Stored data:

Segment Open

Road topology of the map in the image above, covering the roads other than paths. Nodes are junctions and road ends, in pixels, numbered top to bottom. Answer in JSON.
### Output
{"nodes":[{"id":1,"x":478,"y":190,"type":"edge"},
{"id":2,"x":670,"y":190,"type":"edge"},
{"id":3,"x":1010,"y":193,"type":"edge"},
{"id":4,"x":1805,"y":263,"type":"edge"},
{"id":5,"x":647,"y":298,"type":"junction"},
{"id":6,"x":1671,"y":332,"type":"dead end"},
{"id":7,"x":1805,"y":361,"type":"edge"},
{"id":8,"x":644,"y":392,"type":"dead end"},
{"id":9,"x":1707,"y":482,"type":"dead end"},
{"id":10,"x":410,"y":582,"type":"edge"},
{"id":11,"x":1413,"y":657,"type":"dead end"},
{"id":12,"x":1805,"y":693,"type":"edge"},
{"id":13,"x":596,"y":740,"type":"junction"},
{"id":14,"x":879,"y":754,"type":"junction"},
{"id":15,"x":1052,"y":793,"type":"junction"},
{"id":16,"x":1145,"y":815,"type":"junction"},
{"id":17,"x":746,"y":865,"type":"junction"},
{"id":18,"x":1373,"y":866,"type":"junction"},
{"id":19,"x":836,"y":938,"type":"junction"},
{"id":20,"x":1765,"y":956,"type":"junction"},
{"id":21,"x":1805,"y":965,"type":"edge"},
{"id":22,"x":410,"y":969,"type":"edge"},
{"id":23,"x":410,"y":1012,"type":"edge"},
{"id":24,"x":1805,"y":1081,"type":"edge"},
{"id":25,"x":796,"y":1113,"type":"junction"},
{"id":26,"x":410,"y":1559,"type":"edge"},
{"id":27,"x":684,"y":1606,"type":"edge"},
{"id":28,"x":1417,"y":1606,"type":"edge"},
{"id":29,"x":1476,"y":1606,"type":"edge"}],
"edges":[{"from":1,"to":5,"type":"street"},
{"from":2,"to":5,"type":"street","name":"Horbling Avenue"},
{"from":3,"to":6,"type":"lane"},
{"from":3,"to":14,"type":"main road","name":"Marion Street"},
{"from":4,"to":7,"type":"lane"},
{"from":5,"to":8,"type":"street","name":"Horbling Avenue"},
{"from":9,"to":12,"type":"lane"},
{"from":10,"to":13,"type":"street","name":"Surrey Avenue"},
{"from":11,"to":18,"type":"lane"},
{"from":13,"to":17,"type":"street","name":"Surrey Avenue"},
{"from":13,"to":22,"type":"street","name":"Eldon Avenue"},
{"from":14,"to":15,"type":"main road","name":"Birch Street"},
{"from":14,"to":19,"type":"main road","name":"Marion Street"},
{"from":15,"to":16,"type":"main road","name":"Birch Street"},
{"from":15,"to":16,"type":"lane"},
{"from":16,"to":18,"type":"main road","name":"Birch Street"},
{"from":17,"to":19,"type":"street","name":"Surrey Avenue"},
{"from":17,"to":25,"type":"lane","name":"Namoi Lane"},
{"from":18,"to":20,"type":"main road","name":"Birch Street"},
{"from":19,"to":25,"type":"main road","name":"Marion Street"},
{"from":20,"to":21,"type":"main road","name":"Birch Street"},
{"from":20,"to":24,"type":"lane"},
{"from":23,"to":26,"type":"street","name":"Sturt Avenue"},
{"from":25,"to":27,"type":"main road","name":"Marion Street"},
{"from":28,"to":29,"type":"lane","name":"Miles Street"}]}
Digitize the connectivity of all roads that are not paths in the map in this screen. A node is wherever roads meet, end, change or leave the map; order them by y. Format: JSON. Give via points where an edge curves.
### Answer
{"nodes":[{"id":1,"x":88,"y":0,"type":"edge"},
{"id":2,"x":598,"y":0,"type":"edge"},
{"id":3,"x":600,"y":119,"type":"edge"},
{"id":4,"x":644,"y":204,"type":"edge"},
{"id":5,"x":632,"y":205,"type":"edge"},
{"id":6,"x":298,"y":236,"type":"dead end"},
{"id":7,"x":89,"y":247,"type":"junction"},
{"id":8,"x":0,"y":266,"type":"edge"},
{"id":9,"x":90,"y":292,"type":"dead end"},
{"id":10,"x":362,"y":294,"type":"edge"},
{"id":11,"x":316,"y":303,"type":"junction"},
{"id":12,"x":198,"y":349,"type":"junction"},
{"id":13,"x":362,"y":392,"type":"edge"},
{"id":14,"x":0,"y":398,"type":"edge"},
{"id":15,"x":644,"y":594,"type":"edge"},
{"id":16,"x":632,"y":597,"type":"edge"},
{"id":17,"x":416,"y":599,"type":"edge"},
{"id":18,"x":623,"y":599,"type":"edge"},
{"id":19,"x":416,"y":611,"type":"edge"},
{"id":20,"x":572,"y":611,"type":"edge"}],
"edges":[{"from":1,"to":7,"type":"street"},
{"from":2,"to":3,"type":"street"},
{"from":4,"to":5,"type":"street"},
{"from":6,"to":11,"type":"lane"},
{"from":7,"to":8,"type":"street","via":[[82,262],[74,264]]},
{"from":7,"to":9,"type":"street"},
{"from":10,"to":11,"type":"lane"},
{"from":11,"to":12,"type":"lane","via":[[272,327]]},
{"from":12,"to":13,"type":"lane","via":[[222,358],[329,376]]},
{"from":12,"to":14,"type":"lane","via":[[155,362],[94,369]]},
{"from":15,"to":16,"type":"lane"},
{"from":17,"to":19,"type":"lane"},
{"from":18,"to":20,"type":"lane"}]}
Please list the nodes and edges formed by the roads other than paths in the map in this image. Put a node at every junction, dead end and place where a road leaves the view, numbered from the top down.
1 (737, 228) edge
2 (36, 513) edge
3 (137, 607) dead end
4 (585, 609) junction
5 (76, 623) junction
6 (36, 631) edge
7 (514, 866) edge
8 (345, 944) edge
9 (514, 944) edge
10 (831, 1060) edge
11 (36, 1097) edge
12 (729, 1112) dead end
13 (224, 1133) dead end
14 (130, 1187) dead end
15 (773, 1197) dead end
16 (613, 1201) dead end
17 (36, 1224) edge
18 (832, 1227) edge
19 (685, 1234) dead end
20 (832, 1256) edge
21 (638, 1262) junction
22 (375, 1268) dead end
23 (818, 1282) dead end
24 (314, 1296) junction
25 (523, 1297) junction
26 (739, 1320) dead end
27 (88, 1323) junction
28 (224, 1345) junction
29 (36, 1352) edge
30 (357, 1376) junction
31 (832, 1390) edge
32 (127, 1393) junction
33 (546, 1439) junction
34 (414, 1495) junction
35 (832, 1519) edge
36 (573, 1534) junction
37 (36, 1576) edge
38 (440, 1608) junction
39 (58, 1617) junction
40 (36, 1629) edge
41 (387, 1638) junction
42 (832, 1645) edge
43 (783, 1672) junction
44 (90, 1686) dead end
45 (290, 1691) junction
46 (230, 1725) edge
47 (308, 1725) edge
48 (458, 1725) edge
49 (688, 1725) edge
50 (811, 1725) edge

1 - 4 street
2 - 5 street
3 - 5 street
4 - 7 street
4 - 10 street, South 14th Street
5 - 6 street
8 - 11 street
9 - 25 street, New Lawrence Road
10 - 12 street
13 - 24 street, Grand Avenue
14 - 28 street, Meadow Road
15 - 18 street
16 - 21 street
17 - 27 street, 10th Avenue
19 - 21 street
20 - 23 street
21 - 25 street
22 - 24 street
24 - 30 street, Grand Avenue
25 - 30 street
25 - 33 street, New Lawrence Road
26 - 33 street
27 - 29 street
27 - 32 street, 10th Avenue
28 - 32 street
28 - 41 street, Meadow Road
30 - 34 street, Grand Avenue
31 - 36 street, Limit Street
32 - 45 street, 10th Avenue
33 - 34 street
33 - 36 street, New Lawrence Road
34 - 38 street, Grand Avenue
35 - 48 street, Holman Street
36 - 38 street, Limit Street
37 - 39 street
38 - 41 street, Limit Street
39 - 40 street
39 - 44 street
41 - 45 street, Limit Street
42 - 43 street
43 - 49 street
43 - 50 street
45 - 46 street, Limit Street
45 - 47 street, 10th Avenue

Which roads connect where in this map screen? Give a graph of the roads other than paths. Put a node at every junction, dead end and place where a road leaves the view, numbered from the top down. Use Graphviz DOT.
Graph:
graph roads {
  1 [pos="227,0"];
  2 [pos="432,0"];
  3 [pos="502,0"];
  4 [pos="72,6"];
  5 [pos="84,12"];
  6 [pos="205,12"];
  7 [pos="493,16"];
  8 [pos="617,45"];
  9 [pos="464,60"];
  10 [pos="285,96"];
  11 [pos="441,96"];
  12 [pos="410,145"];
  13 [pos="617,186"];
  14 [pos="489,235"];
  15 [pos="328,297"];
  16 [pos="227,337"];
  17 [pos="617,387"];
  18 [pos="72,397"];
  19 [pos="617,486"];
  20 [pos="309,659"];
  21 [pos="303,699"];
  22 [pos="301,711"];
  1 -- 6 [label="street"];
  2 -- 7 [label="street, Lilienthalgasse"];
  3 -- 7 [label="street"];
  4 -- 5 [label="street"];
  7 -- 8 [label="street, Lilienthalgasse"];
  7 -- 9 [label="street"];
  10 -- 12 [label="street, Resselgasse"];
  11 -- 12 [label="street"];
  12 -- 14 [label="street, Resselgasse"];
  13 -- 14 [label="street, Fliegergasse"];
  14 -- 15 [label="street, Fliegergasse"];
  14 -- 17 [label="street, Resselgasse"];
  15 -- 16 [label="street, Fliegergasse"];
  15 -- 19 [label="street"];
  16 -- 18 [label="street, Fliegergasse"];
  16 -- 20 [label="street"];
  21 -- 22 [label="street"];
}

Segment Closed

# Exercise prompt:
Go through the entries and copy each line holding the string "Lilienthalgasse".

# Output for this exercise:
  2 -- 7 [label="street, Lilienthalgasse"];
  7 -- 8 [label="street, Lilienthalgasse"];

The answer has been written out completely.